## [Activity]
Give only the number of lines in the records that include the string "points".

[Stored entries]
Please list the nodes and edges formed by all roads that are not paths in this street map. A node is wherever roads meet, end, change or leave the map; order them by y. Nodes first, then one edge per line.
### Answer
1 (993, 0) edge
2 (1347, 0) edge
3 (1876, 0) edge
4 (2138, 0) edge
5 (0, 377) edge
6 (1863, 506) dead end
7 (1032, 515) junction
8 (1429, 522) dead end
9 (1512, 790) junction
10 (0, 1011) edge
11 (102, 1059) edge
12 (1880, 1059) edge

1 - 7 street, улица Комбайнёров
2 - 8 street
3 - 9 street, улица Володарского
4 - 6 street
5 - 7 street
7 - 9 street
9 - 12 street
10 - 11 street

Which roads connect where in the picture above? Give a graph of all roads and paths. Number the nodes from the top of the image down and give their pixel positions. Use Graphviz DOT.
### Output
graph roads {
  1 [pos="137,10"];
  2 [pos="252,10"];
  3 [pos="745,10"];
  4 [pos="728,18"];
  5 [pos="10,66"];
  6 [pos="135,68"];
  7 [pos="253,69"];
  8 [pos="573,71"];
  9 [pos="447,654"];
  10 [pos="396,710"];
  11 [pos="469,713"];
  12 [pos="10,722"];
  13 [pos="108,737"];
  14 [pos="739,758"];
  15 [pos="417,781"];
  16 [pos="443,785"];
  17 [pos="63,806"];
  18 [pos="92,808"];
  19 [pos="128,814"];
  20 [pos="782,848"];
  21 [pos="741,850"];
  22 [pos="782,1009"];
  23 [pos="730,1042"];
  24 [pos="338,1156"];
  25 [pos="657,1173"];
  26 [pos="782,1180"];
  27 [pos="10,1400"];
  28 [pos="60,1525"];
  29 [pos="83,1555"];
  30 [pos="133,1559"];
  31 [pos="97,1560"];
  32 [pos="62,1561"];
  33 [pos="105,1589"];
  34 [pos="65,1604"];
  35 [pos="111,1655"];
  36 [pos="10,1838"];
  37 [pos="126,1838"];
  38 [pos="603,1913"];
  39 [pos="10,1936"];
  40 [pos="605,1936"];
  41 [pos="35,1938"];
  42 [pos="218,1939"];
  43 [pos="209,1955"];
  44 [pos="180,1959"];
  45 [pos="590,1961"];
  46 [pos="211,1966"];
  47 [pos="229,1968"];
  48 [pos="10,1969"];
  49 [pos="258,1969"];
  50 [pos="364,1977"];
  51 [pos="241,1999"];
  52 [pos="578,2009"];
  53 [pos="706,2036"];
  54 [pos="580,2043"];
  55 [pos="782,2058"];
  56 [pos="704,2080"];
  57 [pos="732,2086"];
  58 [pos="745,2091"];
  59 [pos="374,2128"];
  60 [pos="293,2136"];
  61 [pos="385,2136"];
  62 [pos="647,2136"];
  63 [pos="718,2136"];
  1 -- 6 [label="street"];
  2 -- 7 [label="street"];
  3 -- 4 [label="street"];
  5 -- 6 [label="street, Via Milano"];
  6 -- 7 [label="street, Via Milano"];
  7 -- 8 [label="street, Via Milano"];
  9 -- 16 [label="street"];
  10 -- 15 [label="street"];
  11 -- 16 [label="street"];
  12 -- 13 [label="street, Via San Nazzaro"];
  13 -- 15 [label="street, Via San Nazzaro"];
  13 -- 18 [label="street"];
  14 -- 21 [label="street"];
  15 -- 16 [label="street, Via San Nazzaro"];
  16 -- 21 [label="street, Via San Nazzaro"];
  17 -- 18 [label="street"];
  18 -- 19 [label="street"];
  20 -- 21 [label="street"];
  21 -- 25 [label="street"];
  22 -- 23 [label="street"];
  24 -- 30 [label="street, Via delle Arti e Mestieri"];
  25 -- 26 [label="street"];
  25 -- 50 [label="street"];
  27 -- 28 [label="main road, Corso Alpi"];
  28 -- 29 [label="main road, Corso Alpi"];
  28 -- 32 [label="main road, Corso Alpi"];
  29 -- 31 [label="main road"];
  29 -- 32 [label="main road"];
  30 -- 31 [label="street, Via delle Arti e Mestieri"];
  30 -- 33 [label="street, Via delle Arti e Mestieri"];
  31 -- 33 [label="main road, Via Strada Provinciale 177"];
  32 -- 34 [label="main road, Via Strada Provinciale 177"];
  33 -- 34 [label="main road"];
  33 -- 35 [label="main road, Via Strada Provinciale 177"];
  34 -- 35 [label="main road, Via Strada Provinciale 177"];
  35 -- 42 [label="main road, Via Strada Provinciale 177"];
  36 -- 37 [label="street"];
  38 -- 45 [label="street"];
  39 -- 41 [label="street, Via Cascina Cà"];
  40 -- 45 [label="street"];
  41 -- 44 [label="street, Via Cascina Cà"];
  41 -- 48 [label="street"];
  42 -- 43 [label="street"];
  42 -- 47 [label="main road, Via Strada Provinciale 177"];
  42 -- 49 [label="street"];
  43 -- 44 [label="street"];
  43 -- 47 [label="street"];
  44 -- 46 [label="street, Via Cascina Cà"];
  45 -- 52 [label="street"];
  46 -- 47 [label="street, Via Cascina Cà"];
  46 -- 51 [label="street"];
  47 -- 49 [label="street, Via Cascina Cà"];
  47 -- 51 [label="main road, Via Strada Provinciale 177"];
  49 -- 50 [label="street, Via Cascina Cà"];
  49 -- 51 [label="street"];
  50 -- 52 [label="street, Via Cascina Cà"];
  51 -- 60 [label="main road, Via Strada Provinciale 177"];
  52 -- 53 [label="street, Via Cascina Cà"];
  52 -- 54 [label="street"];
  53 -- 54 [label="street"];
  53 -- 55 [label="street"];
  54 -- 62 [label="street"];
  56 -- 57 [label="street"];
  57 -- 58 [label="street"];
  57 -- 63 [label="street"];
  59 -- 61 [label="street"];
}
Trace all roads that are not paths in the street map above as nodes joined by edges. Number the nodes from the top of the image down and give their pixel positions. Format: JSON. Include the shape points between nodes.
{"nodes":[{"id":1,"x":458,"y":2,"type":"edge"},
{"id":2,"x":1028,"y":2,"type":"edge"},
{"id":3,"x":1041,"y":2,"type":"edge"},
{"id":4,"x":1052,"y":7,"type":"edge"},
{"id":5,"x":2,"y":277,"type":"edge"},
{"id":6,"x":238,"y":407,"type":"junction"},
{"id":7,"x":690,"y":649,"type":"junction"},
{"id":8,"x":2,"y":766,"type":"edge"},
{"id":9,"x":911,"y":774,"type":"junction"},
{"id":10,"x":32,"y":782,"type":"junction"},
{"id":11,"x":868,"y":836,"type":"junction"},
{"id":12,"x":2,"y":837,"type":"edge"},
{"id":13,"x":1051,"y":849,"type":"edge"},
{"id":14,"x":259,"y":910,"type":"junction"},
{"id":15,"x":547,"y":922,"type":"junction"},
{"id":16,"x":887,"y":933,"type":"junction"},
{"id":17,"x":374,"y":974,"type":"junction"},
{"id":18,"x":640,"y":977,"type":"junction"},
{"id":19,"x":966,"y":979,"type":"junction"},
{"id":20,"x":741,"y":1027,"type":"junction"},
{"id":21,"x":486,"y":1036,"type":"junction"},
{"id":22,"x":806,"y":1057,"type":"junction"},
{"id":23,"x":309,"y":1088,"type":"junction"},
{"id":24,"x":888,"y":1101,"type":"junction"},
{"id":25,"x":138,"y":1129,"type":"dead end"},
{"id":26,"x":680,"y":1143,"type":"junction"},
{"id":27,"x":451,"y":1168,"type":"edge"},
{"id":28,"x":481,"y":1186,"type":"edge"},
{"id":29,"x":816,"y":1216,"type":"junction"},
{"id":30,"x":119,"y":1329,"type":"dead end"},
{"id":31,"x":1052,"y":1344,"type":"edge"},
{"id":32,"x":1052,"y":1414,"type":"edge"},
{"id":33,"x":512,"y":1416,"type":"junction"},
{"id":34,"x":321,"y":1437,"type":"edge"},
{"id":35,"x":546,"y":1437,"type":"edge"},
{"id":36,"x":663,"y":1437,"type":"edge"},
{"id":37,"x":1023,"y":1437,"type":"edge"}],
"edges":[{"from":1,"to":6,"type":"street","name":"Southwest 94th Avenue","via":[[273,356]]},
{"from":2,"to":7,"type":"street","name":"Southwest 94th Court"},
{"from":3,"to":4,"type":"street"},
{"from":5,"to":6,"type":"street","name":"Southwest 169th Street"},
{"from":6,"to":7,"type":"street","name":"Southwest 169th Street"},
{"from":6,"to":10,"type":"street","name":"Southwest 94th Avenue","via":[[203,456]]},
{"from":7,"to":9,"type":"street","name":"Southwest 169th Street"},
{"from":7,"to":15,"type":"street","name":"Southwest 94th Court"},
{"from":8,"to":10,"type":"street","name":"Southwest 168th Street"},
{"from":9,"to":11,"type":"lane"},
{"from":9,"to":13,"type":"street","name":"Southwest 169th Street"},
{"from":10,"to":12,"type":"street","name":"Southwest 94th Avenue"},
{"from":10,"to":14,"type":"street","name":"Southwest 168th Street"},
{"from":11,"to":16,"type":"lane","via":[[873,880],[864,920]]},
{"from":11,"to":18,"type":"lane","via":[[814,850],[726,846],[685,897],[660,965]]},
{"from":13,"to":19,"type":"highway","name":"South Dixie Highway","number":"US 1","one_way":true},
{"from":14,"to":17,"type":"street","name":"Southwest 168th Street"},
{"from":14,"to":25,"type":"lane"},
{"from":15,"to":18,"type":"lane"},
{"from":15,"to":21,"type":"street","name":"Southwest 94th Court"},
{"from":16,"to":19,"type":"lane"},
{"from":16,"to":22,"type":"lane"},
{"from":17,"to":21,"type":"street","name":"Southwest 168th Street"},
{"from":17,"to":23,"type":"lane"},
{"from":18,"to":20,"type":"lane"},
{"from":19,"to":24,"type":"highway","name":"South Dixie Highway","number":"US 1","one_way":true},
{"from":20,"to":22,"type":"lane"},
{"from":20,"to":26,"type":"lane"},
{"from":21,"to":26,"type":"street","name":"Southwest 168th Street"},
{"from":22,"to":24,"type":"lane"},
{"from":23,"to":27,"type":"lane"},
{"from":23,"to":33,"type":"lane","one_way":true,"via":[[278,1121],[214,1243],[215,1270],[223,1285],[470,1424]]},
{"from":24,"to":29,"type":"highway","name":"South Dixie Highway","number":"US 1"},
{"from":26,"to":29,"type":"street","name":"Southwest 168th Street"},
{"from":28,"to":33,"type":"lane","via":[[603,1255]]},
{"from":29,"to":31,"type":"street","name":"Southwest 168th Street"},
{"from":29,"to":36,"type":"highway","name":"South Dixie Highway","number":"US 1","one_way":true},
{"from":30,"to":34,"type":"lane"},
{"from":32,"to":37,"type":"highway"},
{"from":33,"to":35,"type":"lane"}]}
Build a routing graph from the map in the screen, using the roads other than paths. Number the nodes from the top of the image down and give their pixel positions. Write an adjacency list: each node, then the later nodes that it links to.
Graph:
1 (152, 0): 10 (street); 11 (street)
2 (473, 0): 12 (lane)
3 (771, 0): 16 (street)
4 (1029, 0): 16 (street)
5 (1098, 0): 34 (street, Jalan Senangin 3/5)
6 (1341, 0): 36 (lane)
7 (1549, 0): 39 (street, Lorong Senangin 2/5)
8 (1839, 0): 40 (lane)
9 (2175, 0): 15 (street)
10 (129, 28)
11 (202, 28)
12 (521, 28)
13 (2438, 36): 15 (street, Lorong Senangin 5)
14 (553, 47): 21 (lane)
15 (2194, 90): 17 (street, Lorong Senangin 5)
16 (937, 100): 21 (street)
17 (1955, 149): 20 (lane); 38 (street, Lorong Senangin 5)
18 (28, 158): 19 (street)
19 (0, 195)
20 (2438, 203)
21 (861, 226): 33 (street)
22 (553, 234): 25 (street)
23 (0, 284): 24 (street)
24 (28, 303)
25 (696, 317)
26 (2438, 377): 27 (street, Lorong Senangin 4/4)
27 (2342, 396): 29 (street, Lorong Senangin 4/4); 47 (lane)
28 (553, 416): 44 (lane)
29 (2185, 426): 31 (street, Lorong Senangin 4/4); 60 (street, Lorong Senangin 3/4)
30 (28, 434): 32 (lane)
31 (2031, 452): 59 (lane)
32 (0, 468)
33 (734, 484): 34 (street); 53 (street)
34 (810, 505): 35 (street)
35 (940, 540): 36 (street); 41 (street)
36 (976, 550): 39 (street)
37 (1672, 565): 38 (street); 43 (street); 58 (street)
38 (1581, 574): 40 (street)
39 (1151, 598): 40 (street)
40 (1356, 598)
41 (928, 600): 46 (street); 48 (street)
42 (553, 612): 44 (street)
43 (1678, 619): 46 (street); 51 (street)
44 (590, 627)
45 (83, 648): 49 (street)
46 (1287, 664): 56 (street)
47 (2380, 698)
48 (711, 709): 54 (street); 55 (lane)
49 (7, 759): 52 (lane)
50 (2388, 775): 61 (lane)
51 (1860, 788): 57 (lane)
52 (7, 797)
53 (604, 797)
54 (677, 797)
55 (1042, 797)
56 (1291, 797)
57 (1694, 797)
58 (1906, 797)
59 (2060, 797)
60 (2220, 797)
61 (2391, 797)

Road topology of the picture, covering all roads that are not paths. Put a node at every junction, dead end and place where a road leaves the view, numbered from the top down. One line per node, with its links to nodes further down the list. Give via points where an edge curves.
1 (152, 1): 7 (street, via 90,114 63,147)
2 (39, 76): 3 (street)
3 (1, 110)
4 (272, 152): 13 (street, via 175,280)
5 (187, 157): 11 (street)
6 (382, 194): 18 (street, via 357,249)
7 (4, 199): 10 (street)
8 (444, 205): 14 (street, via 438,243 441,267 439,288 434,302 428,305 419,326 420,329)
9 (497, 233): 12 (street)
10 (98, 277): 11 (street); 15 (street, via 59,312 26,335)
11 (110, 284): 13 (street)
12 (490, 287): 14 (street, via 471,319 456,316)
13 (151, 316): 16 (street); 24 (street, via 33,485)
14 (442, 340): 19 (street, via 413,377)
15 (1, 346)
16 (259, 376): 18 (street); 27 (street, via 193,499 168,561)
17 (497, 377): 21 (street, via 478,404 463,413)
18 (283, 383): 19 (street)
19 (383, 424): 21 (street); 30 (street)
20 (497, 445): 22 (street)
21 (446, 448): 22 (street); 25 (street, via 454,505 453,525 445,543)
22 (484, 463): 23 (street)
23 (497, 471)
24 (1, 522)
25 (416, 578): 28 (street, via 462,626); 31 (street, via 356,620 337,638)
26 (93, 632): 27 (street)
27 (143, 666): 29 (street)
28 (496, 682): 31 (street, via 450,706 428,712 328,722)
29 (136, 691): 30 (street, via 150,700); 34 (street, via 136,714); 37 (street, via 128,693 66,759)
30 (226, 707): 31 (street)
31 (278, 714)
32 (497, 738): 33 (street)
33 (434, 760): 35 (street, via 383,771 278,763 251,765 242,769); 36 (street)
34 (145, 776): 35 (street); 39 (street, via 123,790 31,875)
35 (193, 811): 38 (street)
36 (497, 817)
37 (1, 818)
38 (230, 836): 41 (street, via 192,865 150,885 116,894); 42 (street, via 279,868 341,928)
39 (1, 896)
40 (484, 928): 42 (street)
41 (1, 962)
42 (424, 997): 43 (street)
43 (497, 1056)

## [Exercise solution]
2